И все же кортесы собрались. Согласно Статуту они состояли из двух палат — палаты пэров и палаты депутатов, что ясно указывало на желание Мартинеса де ла Роса восстановить традиционные институты Кастилии и Леона[281]
, а не искать нечто новое. Выборы были цензовыми и требования столь высоки, что им соответствовало лишь 0,15 % населения. Права политического представительства лишались ремесленники, торговцы, небогатые предприниматели, чиновники, средний класс и те, кого Ларра назвал служащими или «достойными пролетариями». Все они стремились найти другие способы для участия в политической деятельности, и снова появились атенеи, лицеи, клубы, тайные общества; горожане записывались в милицию. Эти люди не имели отношения к «невежественной черни» (столь пугавшей господина Мартинеса де ла Роса), которая в июне в порыве разнузданной ярости убивала монахов в Мадриде, обвиняя их в отравлении колодцев, что якобы стало причиной летней эпидемии холеры в столице. Год спустя в результате нападений толпы запылали монастыри в Барселоне, Мурсии и Валенсии. Прогрессисты (в недавнем прошлом «восторженные») снова обрели возможность действовать во имя своей цели — конституции, которая установила бы выборные институты власти, способные оказать сопротивление абсолютистам, развязавшим войну.В войне решалась судьба государства, пребывавшего в состоянии постоянного становления. Действительно, речь шла о принципах государственности: претендент дон Карлос сражался не просто за власть в государстве — он боролся за создание иного государства, королем которого себя провозгласил. Это государство обладало армией, правительством и администрацией, которые распространили свою власть на обширную территорию и добились признания некоторых европейских держав. И хотя карлисты никогда не обладали военной силой, достаточной для победы, слабость сторонников Марии Кристины (кристино), плохая организация правительственной армии, постоянное дезертирство, отсутствие умелого командования и недостаток у регента средств позволяли претенденту контролировать свою «зону» и предпринимать рейды, которые пусть и не обеспечивали ему власть над определенными областями, но все же сопровождались грабежами, насилием, сеяли разрушение и смятение на территории противника. То была война, участники которой не блистали военными талантами, что сказалось на гражданском населении — ущерб возрастал, равно как и жестокость по отношению к врагу.

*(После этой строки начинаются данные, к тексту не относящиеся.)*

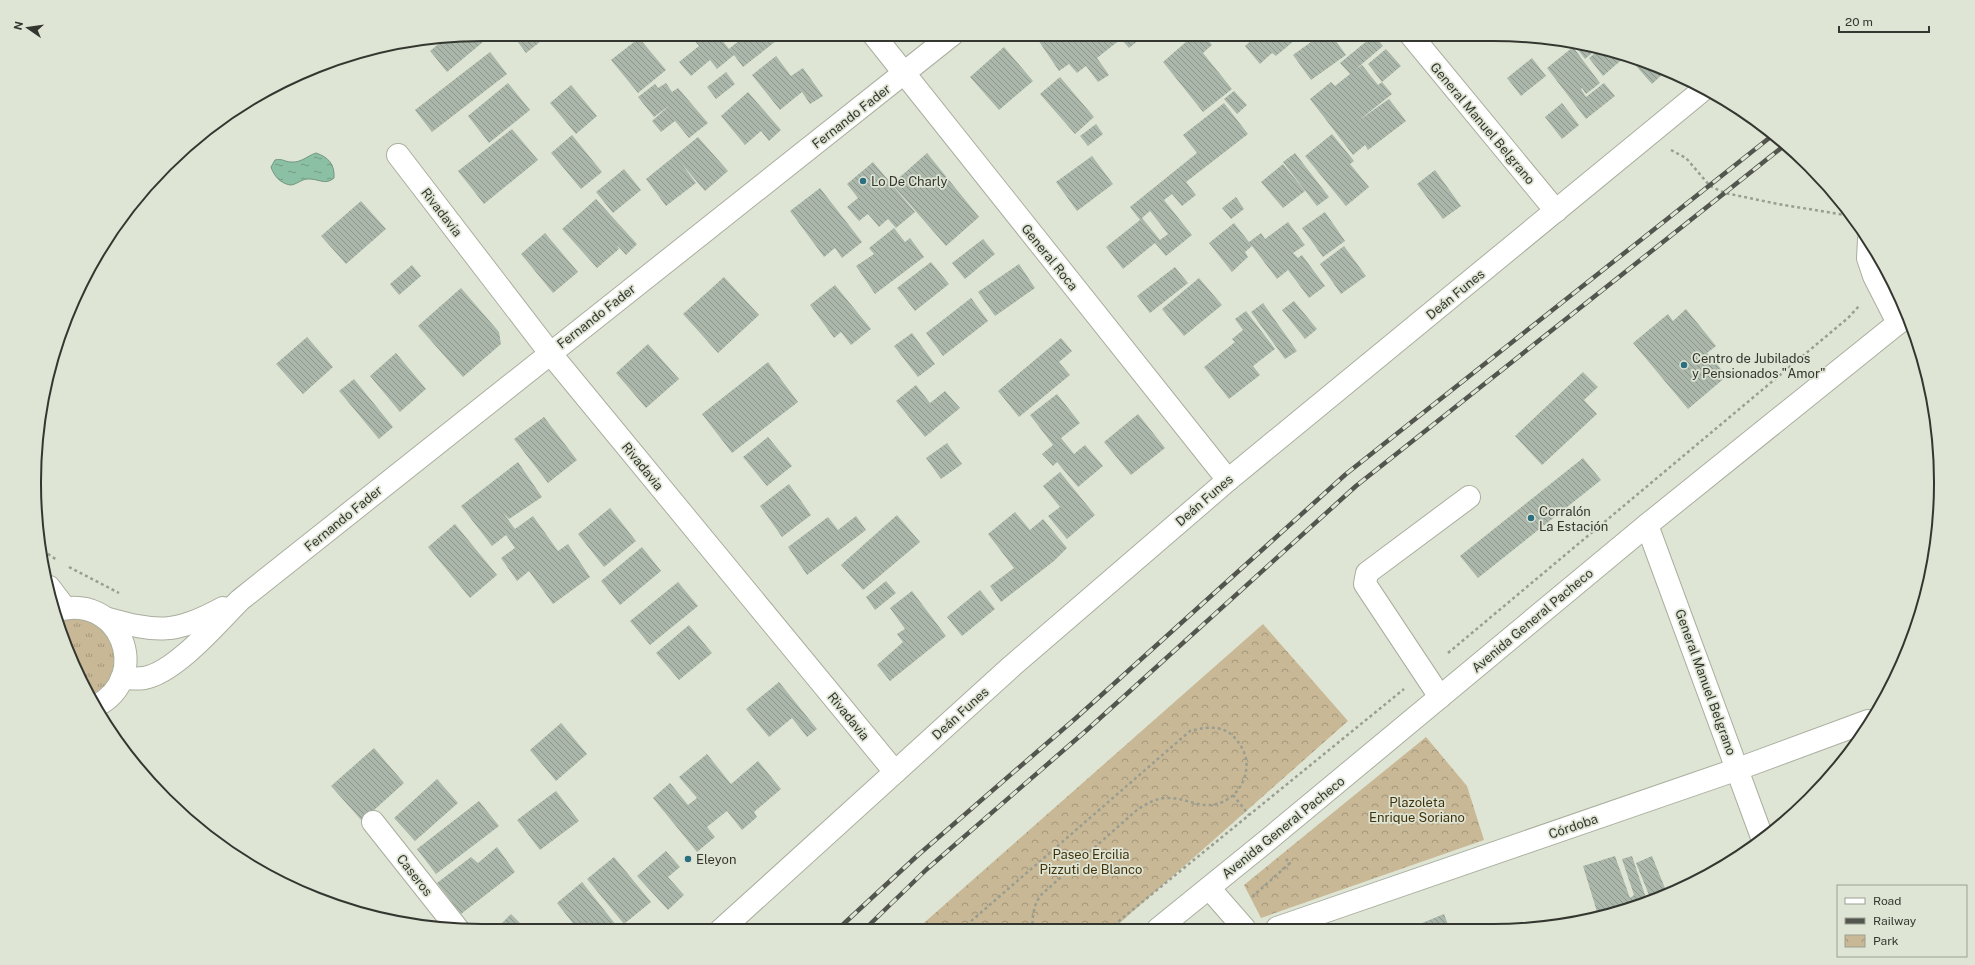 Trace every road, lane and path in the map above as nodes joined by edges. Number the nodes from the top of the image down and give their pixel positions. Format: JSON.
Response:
{"nodes":[{"id":1,"x":878,"y":41,"type":"edge"},
{"id":2,"x":944,"y":41,"type":"edge"},
{"id":3,"x":1416,"y":41,"type":"edge"},
{"id":4,"x":904,"y":74,"type":"junction"},
{"id":5,"x":1699,"y":93,"type":"edge"},
{"id":6,"x":1650,"y":135,"type":"junction"},
{"id":7,"x":398,"y":155,"type":"dead end"},
{"id":8,"x":1556,"y":211,"type":"junction"},
{"id":9,"x":1844,"y":215,"type":"edge"},
{"id":10,"x":1868,"y":251,"type":"edge"},
{"id":11,"x":1878,"y":285,"type":"junction"},
{"id":12,"x":1901,"y":316,"type":"edge"},
{"id":13,"x":1903,"y":319,"type":"edge"},
{"id":14,"x":550,"y":353,"type":"junction"},
{"id":15,"x":1228,"y":480,"type":"junction"},
{"id":16,"x":1469,"y":497,"type":"dead end"},
{"id":17,"x":1647,"y":525,"type":"junction"},
{"id":18,"x":47,"y":553,"type":"edge"},
{"id":19,"x":61,"y":562,"type":"dead end"},
{"id":20,"x":68,"y":566,"type":"dead end"},
{"id":21,"x":123,"y":595,"type":"dead end"},
{"id":22,"x":240,"y":600,"type":"junction"},
{"id":23,"x":60,"y":610,"type":"edge"},
{"id":24,"x":106,"y":618,"type":"junction"},
{"id":25,"x":1424,"y":673,"type":"junction"},
{"id":26,"x":122,"y":678,"type":"junction"},
{"id":27,"x":1440,"y":697,"type":"junction"},
{"id":28,"x":103,"y":701,"type":"edge"},
{"id":29,"x":1863,"y":723,"type":"edge"},
{"id":30,"x":1738,"y":769,"type":"junction"},
{"id":31,"x":895,"y":772,"type":"junction"},
{"id":32,"x":373,"y":822,"type":"dead end"},
{"id":33,"x":1761,"y":833,"type":"edge"},
{"id":34,"x":1209,"y":888,"type":"junction"},
{"id":35,"x":453,"y":923,"type":"edge"},
{"id":36,"x":728,"y":924,"type":"edge"},
{"id":37,"x":968,"y":924,"type":"edge"},
{"id":38,"x":1033,"y":924,"type":"edge"},
{"id":39,"x":1115,"y":924,"type":"edge"},
{"id":40,"x":1164,"y":924,"type":"edge"},
{"id":41,"x":1240,"y":924,"type":"edge"},
{"id":42,"x":1289,"y":924,"type":"edge"}],
"edges":[{"from":1,"to":4,"type":"street","name":"General Roca"},
{"from":2,"to":4,"type":"street","name":"Fernando Fader"},
{"from":3,"to":8,"type":"street","name":"General Manuel Belgrano"},
{"from":4,"to":14,"type":"street","name":"Fernando Fader"},
{"from":4,"to":15,"type":"street","name":"General Roca"},
{"from":5,"to":6,"type":"street","name":"Deán Funes"},
{"from":6,"to":8,"type":"street","name":"Deán Funes"},
{"from":6,"to":9,"type":"path"},
{"from":7,"to":14,"type":"street","name":"Rivadavia"},
{"from":8,"to":15,"type":"street","name":"Deán Funes"},
{"from":10,"to":11,"type":"street"},
{"from":11,"to":12,"type":"street"},
{"from":11,"to":25,"type":"path"},
{"from":13,"to":17,"type":"street","name":"Avenida General Pacheco"},
{"from":14,"to":22,"type":"street","name":"Fernando Fader"},
{"from":14,"to":31,"type":"street","name":"Rivadavia"},
{"from":15,"to":31,"type":"street","name":"Deán Funes"},
{"from":16,"to":25,"type":"street"},
{"from":17,"to":27,"type":"street","name":"Avenida General Pacheco"},
{"from":17,"to":30,"type":"street","name":"General Manuel Belgrano"},
{"from":18,"to":19,"type":"path"},
{"from":20,"to":21,"type":"path"},
{"from":22,"to":24,"type":"street","name":"Fernando Fader"},
{"from":22,"to":26,"type":"street","name":"Fernando Fader"},
{"from":23,"to":24,"type":"street"},
{"from":24,"to":26,"type":"street"},
{"from":25,"to":27,"type":"street"},
{"from":25,"to":39,"type":"path"},
{"from":26,"to":28,"type":"street"},
{"from":27,"to":34,"type":"street","name":"Avenida General Pacheco"},
{"from":29,"to":30,"type":"street","name":"Córdoba"},
{"from":30,"to":33,"type":"street","name":"General Manuel Belgrano"},
{"from":30,"to":42,"type":"street","name":"Córdoba"},
{"from":31,"to":36,"type":"street","name":"Deán Funes"},
{"from":32,"to":35,"type":"street","name":"Caseros"},
{"from":34,"to":40,"type":"street","name":"Avenida General Pacheco"},
{"from":34,"to":41,"type":"street"},
{"from":37,"to":38,"type":"path"}]} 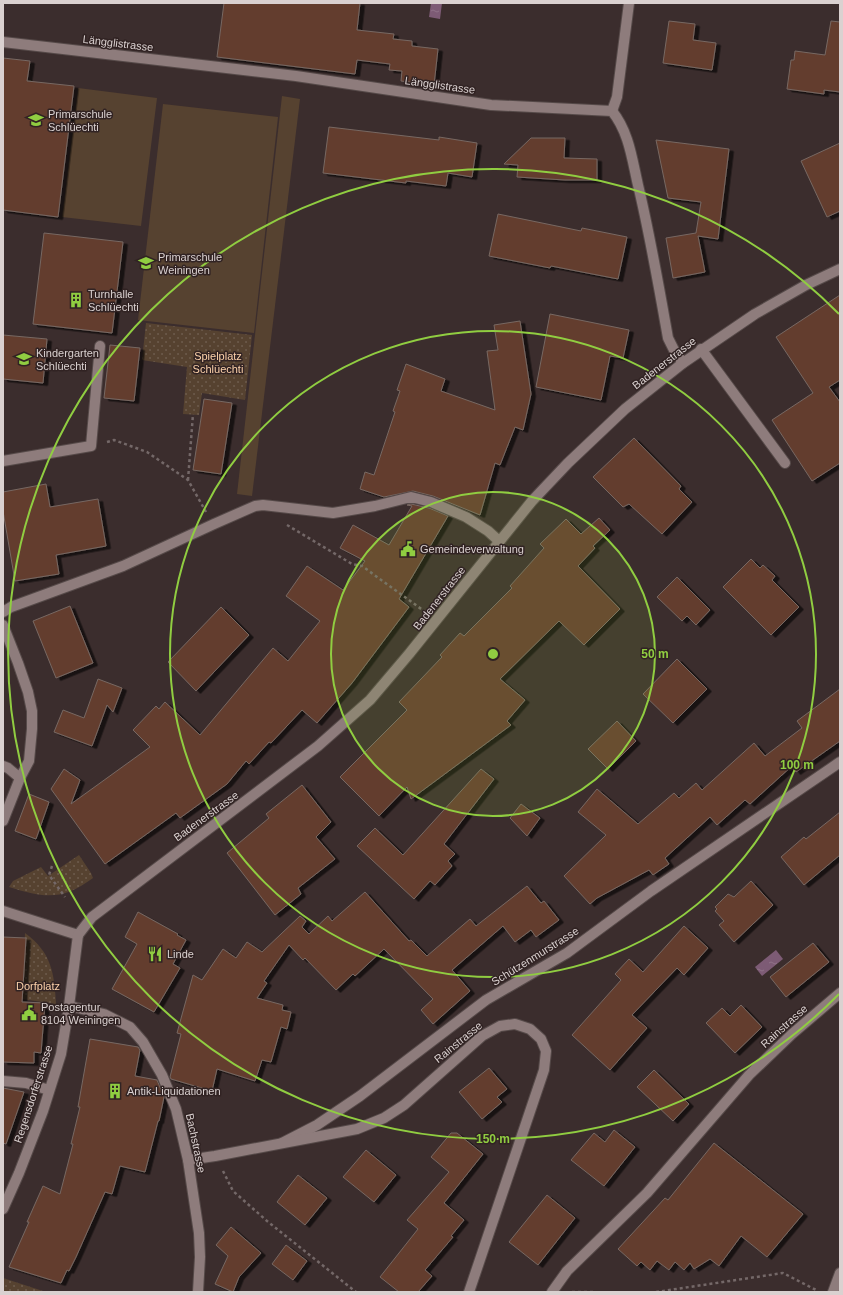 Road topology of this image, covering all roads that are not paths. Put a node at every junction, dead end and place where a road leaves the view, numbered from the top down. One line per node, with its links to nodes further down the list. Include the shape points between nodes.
1 (629, 3): 3 (street, via 617,97)
2 (3, 42): 3 (street, Längglistrasse, via 296,76 491,105)
3 (612, 111): 7 (street, via 627,136 668,338)
4 (840, 269): 6 (street, Badenerstrasse, via 755,314)
5 (100, 346): 8 (street, via 91,446)
6 (701, 349): 7 (street, Badenerstrasse); 9 (street)
7 (683, 363): 10 (street, Badenerstrasse, via 625,409 568,463)
8 (3, 461)
9 (785, 464)
10 (499, 541): 11 (street, via 466,517 431,502 411,497 333,513 256,506 123,566); 18 (street, Badenerstrasse, via 370,700 318,746 92,917)
11 (3, 612)
12 (3, 625): 15 (street, via 28,692 32,711 29,761)
13 (840, 762): 23 (street, Schützenmurstrasse, via 651,891 566,953 486,1000 360,1096 317,1125)
14 (3, 766): 15 (street)
15 (20, 778): 16 (street)
16 (3, 820)
17 (3, 911): 18 (street)
18 (78, 935): 20 (street, Regensdorferstrasse)
19 (840, 993): 29 (street, Rainstrasse, via 749,1075 647,1193 567,1271)
20 (69, 1006): 22 (street, Regensdorferstrasse, via 61,1054); 24 (street, Bachstrasse, via 104,1014 130,1027 143,1042 162,1075 176,1110)
21 (3, 1081): 22 (street, via 26,1083)
22 (49, 1090): 25 (street, Regensdorferstrasse, via 22,1166)
23 (282, 1143): 24 (street, Rainstrasse); 28 (street, Rainstrasse, via 357,1129 384,1118 404,1105 482,1036 500,1026 515,1024 530,1029 541,1040 546,1051 544,1070)
24 (188, 1160): 27 (street, Bachstrasse, via 199,1233)
25 (3, 1209)
26 (840, 1274): 30 (street)
27 (198, 1292)
28 (469, 1292)
29 (552, 1292)
30 (833, 1292) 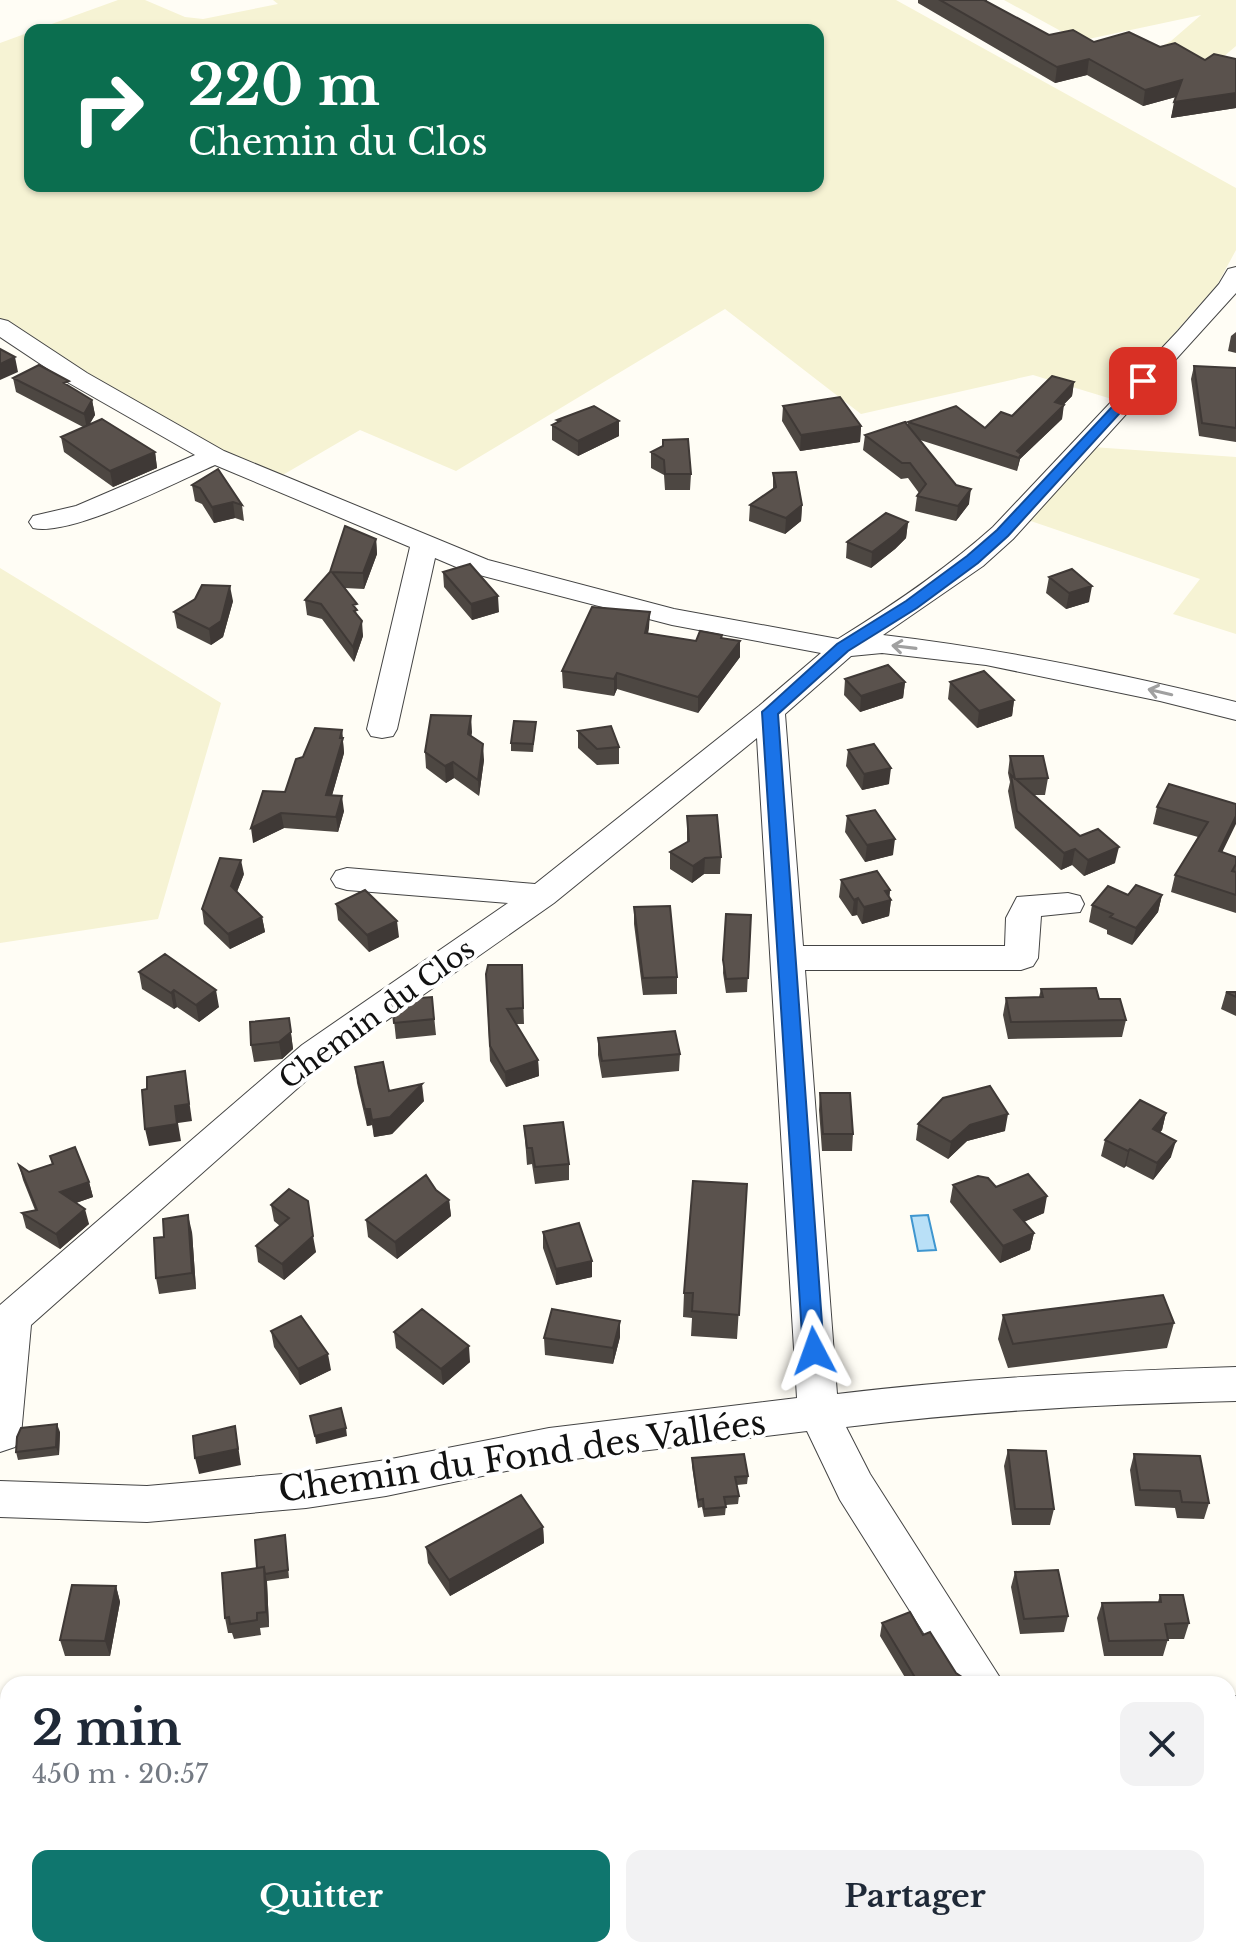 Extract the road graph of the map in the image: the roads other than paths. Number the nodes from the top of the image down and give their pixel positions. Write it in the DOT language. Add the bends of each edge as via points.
graph roads {
  1 [pos="1236,274"];
  2 [pos="0,326"];
  3 [pos="215,456"];
  4 [pos="42,522"];
  5 [pos="424,544"];
  6 [pos="843,648"];
  7 [pos="1236,711"];
  8 [pos="770,712"];
  9 [pos="382,729"];
  10 [pos="347,879"];
  11 [pos="542,895"];
  12 [pos="1068,904"];
  13 [pos="786,958"];
  14 [pos="1236,1384"];
  15 [pos="818,1413"];
  16 [pos="0,1435"];
  17 [pos="0,1499"];
  18 [pos="976,1676"];
  1 -- 6 [label="street, Chemin du Clos" via="1186,336 1003,533 912,605"];
  2 -- 3 [label="street" via="78,378"];
  3 -- 4 [label="street" via="85,512"];
  3 -- 5 [label="street"];
  5 -- 6 [label="street" via="556,589 672,617"];
  5 -- 9 [label="street"];
  7 -- 6 [label="street, one-way" via="986,656 882,644"];
  6 -- 8 [label="street, Chemin du Clos"];
  8 -- 11 [label="street, Chemin du Clos"];
  8 -- 13 [label="street"];
  10 -- 11 [label="street"];
  11 -- 16 [label="street, Chemin du Clos" via="314,1054 12,1318"];
  12 -- 13 [label="street" via="1029,905 1021,958"];
  13 -- 15 [label="street"];
  14 -- 15 [label="street, Chemin du Fond des Vallées" via="917,1401"];
  15 -- 17 [label="street, Chemin du Fond des Vallées" via="549,1445 306,1490 147,1504"];
  15 -- 18 [label="street" via="855,1487"];
}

В те годы противники жили только ради войны, и поэтому Испания практически утратила свои позиции в европейской политике. Ее роль свелась к отчаянному поиску внешних займов. Позиции иностранных держав во внутренней политике страны укрепились; военные обрели большое влияние на правительство, хотя пока оно выражалось в требованиях дополнительного набора в армию и выделении средств на ведение войны. Как обычно, война, будучи продолжением политики иными средствами, являлась еще и особым видом предпринимательства, в котором были заинтересованы многие, и прежде всего военные, чья карьера, вознаграждение и слава, реальная или выдуманная, зависели от участия в боевых действиях. Армия сторонников Марии Кристины, неспособная одержать быструю победу, сражалась уже десять лет, росла численно и считала войну нормальным состоянием общества. Ей противостояло войско карлистов, которое победить тоже не могло, но в тогдашних обстоятельствах не приходилось рассчитывать и на его поражение. По словам модерадо Пастора Диаса, то была кровавая резня между армией королевы и бандами дона Карлоса.
После того как Сумалакарреги, первый по-настоящему талантливый карлистский военачальник, одержал победу над армией Марии Кристины, отставка Мартинеса де ла Роса была предрешена. Вместо него правительство возглавил другой просвещенный «деятель двенадцатого года», граф Торено. Он не проявил особых политических талантов, а его назначение на пост председателя Совета министров было воспринято как проявление слабости правительства и спровоцировало восстания «восторженных» либералов (или прогрессистов). Мятежи начались в Сарагосе и в течение лета 1835 г. перекинулись на Андалусию, Эстремадуру, Валенсию и Ла-Корунью. Итак, революция продолжалась, как заметил Рамон Сантильян[282]
, наблюдавший за развитием событий из Министерства финансов; действительно, она продолжалась от правительства Сеа до Мартинеса де ла Роса, а затем власть оказалась в руках Мендисабаля[283]. Имя его было известно, чего нельзя было сказать о ресурсах, которые могли бы послужить основой его политики. Именно Мендисабаль пожинал политические плоды быстрого развития революции от реформаторского абсолютизма к власти прогрессистов, с краткой остановкой на правительствах «умеренных» либералов.